Prime Minister of France
- In office 21 May 1981 – 17 July 1984
- President: François Mitterrand
- Preceded by: Raymond Barre
- Succeeded by: Laurent Fabius

President of the Socialist International
- In office 17 September 1992 – 10 November 1999
- Preceded by: Willy Brandt
- Succeeded by: António Guterres

First Secretary of the Socialist Party
- In office 14 May 1988 – 9 January 1992
- Preceded by: Lionel Jospin
- Succeeded by: Laurent Fabius

Mayor of Lille
- In office 8 January 1973 – 25 March 2001
- Preceded by: Augustin Laurent
- Succeeded by: Martine Aubry

Member of the French Senate for Nord
- In office 2 October 1992 – 30 September 2011

Personal details
- Born: 5 July 1928 Cartignies, Nord, France
- Died: 7 June 2013 (aged 84) Clamart, France
- Party: Socialist Party
- Occupation: Teacher

= Pierre Mauroy =

Prime Minister of France from 1981 to 1984

Pierre Mauroy (/fr/; 5 July 1928 – 7 June 2013) was a French politician who was Prime Minister of France from 1981 to 1984 under President François Mitterrand. Mauroy also served as Mayor of Lille from 1973 to 2001 and President of the Socialist International from 1992 to 1999. At the time of his death, Mauroy was the emeritus mayor of the city of Lille.

==Biography==

===Background===
Mauroy was born in Cartignies. The son of a schoolteacher, Mauroy became a technical education teacher in Colombes and in 1955 was elected general secretary of the Union of Technical Education Colleges within the National Education Federation. He also led the Socialist Youth Movement and became a leading figure in the Socialist federation of Nord département, which was among the third biggest of the French Section of the Workers' International (SFIO) party and climbed quickly in the party. In 1966, he became the second most powerful person of the party behind the secretary general, Guy Mollet. Nevertheless, when Mollet resigned as leader in 1969, Alain Savary was chosen to succeed him.

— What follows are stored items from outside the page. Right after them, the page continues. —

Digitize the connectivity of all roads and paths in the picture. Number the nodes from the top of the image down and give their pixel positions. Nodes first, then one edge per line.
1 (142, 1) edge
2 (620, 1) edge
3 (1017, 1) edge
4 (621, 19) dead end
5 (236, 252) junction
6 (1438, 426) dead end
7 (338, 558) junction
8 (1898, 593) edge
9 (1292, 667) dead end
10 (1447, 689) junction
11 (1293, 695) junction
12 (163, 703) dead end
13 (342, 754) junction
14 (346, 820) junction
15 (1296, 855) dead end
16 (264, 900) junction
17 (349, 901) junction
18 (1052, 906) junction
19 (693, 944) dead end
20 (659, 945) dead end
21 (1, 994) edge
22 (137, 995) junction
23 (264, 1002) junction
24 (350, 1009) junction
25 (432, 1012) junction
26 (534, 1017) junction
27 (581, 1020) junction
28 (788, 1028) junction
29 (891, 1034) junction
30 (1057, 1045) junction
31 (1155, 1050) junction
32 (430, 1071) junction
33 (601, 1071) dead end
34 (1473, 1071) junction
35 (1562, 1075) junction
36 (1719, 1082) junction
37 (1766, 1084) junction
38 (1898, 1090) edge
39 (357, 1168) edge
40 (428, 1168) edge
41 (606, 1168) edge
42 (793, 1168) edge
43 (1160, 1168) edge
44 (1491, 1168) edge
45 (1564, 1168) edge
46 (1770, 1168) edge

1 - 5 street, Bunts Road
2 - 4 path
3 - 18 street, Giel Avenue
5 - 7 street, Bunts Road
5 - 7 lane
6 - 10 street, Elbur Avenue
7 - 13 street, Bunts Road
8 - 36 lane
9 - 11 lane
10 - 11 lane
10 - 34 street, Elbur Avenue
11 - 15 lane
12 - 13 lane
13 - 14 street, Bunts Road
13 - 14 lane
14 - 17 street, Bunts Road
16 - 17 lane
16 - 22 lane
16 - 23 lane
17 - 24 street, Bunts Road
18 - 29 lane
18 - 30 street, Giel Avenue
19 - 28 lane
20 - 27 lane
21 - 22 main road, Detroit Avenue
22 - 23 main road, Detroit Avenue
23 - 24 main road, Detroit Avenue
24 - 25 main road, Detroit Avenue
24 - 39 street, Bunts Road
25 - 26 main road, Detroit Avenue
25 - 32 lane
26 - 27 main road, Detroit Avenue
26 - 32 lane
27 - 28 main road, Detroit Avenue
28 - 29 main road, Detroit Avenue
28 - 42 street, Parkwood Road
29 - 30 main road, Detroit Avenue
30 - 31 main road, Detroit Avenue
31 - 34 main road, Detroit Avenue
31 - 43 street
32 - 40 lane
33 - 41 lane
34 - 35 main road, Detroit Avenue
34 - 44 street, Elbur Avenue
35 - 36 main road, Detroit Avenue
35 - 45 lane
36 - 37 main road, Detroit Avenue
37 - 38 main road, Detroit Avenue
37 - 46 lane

Mauroy also led an important national association of youth clubs and was a trades unionist. From a working-class background, Mauroy represented (according to one observer) "the old working-class bastions of the north."

===Political career===
After the electoral disasters of 1968 and 1969, he was persuaded of the necessity to renew the party. In 1971, during the Epinay Congress, he supported François Mitterrand's election to the party leadership and became the second most powerful person in the Socialist Party (PS). Two years later, he was elected as a deputy and Mayor of Lille.

Increasingly, Mauroy criticized the replacement of former SFIO members from important positions by allies of Mitterrand. In this, he formed an alliance with Michel Rocard, the main opponent of Mitterrand, during the 1979 Metz Congress. However, Mitterrand chose him as spokesperson during the 1981 presidential campaign; after Mitterrand's election, he appointed Mauroy as Prime Minister.

Within the PS, Mauroy was associated with a group that, according to one study, “tended toward standard social democracy – friendly to Rocard’s economic liberalism, but committed to traditional socialist goals.”

===Prime minister===
Mauroy's government was a radical reforming one, implementing a wide range of social reforms including the reduction of the legal workweek from 40 to 39 hours, the lowering of the retirement age to 60, and higher social welfare benefits.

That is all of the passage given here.